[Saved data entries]
----

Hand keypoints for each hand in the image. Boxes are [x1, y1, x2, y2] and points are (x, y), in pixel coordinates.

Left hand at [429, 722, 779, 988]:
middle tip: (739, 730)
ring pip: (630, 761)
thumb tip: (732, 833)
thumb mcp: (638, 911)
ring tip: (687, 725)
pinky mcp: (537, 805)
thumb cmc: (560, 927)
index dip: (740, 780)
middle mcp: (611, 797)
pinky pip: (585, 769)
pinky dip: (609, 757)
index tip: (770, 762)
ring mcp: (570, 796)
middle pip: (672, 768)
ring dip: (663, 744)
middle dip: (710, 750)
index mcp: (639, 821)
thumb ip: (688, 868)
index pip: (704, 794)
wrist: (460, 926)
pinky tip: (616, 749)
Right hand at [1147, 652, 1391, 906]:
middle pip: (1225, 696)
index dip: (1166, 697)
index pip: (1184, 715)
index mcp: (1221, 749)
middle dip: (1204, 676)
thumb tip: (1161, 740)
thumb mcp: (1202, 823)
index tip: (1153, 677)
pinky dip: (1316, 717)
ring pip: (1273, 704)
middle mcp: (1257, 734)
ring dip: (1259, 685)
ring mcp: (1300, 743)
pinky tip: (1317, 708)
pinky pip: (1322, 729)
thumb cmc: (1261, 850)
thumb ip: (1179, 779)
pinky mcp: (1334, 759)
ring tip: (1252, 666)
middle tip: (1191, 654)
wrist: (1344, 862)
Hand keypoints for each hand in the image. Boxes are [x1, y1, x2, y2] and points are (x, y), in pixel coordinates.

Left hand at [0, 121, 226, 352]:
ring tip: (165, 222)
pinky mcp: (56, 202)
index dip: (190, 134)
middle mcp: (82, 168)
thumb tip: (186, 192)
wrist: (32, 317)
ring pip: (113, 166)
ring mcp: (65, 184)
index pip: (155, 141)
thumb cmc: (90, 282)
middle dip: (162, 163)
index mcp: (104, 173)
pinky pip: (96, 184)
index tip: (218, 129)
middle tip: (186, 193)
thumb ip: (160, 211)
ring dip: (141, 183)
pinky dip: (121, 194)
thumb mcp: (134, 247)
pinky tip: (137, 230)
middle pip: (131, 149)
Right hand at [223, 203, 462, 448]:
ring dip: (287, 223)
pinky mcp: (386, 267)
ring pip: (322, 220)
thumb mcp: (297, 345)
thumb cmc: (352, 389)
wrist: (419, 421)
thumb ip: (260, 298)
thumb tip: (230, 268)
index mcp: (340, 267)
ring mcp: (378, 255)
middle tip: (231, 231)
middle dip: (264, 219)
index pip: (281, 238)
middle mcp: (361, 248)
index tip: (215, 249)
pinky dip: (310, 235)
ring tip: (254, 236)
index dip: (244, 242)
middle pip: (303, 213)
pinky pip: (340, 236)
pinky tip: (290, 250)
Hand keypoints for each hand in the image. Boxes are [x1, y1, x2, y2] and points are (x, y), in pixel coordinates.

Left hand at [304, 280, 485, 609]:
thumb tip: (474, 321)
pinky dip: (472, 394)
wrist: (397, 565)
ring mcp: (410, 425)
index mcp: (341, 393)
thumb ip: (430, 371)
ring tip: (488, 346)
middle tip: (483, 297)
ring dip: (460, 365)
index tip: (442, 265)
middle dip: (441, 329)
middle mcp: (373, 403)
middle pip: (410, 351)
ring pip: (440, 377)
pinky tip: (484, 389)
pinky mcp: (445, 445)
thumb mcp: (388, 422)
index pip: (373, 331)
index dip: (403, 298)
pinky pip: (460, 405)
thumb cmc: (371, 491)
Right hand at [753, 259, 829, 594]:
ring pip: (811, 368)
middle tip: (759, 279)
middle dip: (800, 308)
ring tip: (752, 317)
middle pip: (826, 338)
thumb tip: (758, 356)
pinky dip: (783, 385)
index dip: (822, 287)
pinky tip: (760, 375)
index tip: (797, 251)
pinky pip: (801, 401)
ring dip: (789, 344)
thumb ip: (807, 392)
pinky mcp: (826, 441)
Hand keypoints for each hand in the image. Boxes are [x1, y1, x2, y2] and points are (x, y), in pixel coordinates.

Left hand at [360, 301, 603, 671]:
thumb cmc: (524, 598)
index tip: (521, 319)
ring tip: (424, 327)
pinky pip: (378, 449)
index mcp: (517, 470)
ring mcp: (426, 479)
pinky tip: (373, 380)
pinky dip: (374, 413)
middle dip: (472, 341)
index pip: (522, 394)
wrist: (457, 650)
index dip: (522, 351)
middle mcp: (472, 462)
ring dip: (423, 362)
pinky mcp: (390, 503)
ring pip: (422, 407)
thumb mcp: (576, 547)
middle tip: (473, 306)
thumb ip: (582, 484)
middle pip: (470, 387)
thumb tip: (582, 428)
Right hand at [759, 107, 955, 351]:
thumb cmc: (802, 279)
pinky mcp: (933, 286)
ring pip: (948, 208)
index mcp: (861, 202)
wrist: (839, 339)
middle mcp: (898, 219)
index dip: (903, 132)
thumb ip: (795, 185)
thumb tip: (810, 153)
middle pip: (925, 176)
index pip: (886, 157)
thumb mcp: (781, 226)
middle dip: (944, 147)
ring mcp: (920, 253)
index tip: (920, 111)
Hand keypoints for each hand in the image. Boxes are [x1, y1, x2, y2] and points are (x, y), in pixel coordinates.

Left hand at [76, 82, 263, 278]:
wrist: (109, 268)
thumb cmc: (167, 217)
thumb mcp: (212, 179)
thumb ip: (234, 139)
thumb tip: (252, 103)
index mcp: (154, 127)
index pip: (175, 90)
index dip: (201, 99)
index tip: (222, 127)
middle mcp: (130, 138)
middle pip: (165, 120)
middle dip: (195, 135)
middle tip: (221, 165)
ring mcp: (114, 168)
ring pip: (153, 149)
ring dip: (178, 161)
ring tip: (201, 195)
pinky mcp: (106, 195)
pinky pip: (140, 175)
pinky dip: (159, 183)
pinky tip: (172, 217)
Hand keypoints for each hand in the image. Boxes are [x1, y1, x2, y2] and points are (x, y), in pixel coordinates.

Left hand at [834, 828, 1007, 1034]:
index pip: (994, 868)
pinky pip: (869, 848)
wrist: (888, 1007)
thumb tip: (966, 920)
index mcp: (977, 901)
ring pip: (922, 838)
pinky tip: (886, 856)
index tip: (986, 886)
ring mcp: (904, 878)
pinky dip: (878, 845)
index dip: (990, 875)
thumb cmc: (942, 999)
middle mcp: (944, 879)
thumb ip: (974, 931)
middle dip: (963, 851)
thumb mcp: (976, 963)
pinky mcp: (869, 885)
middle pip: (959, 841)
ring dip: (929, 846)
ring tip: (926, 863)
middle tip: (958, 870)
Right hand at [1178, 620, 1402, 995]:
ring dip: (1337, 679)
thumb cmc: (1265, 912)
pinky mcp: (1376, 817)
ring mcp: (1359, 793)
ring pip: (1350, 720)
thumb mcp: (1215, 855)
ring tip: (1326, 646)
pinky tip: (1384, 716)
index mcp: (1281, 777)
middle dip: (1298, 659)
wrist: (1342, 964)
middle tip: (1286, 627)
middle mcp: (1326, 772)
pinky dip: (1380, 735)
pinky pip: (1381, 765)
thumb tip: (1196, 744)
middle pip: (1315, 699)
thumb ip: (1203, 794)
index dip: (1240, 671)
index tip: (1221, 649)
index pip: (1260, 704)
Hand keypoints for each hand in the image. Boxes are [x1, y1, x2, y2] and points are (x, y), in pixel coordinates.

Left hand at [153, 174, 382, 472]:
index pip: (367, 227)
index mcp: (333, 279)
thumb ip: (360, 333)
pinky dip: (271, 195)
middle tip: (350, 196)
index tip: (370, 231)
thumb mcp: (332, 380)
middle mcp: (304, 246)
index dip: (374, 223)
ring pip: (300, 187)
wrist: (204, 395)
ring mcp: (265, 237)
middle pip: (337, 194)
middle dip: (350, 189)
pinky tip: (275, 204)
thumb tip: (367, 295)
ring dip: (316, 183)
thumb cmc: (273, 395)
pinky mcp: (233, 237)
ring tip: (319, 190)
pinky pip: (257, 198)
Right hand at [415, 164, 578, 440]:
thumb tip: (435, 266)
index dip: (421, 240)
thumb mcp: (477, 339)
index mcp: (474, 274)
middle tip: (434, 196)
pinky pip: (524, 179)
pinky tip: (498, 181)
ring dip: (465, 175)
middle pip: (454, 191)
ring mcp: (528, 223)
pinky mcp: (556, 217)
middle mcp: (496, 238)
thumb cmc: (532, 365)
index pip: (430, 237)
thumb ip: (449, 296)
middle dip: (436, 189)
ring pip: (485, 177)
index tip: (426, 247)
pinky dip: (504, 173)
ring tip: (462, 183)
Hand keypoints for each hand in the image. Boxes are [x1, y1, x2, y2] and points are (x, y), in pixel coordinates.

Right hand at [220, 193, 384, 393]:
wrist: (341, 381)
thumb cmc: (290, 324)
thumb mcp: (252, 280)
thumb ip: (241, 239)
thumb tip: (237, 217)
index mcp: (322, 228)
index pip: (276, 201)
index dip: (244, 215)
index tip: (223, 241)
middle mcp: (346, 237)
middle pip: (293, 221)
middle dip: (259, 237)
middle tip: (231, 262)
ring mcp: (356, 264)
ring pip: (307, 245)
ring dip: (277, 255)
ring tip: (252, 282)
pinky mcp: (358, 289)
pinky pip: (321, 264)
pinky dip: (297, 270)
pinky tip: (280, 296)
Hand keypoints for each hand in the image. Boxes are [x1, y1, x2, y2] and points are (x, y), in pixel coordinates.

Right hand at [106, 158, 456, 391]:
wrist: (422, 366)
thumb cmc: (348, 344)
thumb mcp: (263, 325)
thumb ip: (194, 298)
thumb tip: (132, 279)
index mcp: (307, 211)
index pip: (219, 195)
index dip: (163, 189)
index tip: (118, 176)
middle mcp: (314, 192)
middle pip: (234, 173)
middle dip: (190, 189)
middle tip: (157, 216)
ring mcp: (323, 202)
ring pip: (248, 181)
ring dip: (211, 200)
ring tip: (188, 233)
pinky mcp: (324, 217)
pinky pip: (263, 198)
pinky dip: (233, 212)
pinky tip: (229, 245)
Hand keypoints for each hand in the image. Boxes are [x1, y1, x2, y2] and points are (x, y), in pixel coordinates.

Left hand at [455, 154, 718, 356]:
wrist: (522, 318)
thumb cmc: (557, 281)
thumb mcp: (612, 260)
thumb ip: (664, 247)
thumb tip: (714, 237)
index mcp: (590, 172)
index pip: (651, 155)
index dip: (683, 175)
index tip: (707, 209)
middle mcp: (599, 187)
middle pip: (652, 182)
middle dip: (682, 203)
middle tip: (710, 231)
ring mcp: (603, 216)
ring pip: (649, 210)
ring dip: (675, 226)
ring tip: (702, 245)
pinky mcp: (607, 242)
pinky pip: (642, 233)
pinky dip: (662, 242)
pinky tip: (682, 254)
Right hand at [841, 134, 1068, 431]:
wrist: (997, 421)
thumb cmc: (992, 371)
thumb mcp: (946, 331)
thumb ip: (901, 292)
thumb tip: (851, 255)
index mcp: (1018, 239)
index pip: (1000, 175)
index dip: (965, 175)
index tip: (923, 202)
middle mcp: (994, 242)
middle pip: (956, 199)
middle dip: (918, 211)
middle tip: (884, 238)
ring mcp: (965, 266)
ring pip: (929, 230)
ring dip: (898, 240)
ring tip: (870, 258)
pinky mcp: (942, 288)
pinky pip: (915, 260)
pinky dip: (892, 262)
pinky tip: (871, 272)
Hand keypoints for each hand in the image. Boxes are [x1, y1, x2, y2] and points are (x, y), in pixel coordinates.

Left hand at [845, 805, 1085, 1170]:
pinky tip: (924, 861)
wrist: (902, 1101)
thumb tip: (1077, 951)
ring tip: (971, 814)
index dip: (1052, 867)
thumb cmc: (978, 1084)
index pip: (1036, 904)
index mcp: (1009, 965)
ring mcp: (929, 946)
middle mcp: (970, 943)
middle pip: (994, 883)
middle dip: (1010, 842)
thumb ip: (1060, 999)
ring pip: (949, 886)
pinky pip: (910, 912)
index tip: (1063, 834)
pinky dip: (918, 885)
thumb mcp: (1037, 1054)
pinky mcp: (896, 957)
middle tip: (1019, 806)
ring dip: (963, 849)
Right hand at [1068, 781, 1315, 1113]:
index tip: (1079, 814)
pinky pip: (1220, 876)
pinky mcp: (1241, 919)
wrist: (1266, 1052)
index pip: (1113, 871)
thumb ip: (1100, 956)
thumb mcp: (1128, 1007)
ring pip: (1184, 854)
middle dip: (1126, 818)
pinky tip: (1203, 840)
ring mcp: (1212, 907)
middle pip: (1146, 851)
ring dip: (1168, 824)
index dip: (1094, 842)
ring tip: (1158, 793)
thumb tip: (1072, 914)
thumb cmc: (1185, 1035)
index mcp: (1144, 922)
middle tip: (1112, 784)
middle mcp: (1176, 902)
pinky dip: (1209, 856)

----

**Exercise:**
Which lines above run from the one containing "thumb cmc: (942, 999)" down to the one containing "wrist: (204, 395)"? Repeat exactly those, both ends included, and nothing else.

**Task response:**
thumb cmc: (942, 999)
middle mcp: (944, 879)
thumb ip: (974, 931)
middle dip: (963, 851)
thumb mcp: (976, 963)
pinky mcp: (869, 885)
middle pip: (959, 841)
ring dip: (929, 846)
ring tip: (926, 863)
middle tip: (958, 870)
Right hand at [1178, 620, 1402, 995]:
ring dip: (1337, 679)
thumb cmc: (1265, 912)
pinky mcp: (1376, 817)
ring mcp: (1359, 793)
ring pip: (1350, 720)
thumb mcp: (1215, 855)
ring tip: (1326, 646)
pinky tip: (1384, 716)
index mcp: (1281, 777)
middle dip: (1298, 659)
wrist: (1342, 964)
middle tip: (1286, 627)
middle mcp: (1326, 772)
pinky dip: (1380, 735)
pinky pip: (1381, 765)
thumb tip: (1196, 744)
middle pip: (1315, 699)
thumb ip: (1203, 794)
index dip: (1240, 671)
index tip: (1221, 649)
index pip: (1260, 704)
Hand keypoints for each hand in the image. Boxes are [x1, y1, x2, y2] and points are (x, y), in pixel coordinates.

Left hand at [153, 174, 382, 472]:
index pip: (367, 227)
index mcp: (333, 279)
thumb ip: (360, 333)
pinky dip: (271, 195)
middle tip: (350, 196)
index tip: (370, 231)
thumb mcp: (332, 380)
middle mcp: (304, 246)
index dip: (374, 223)
ring pip: (300, 187)
wrist: (204, 395)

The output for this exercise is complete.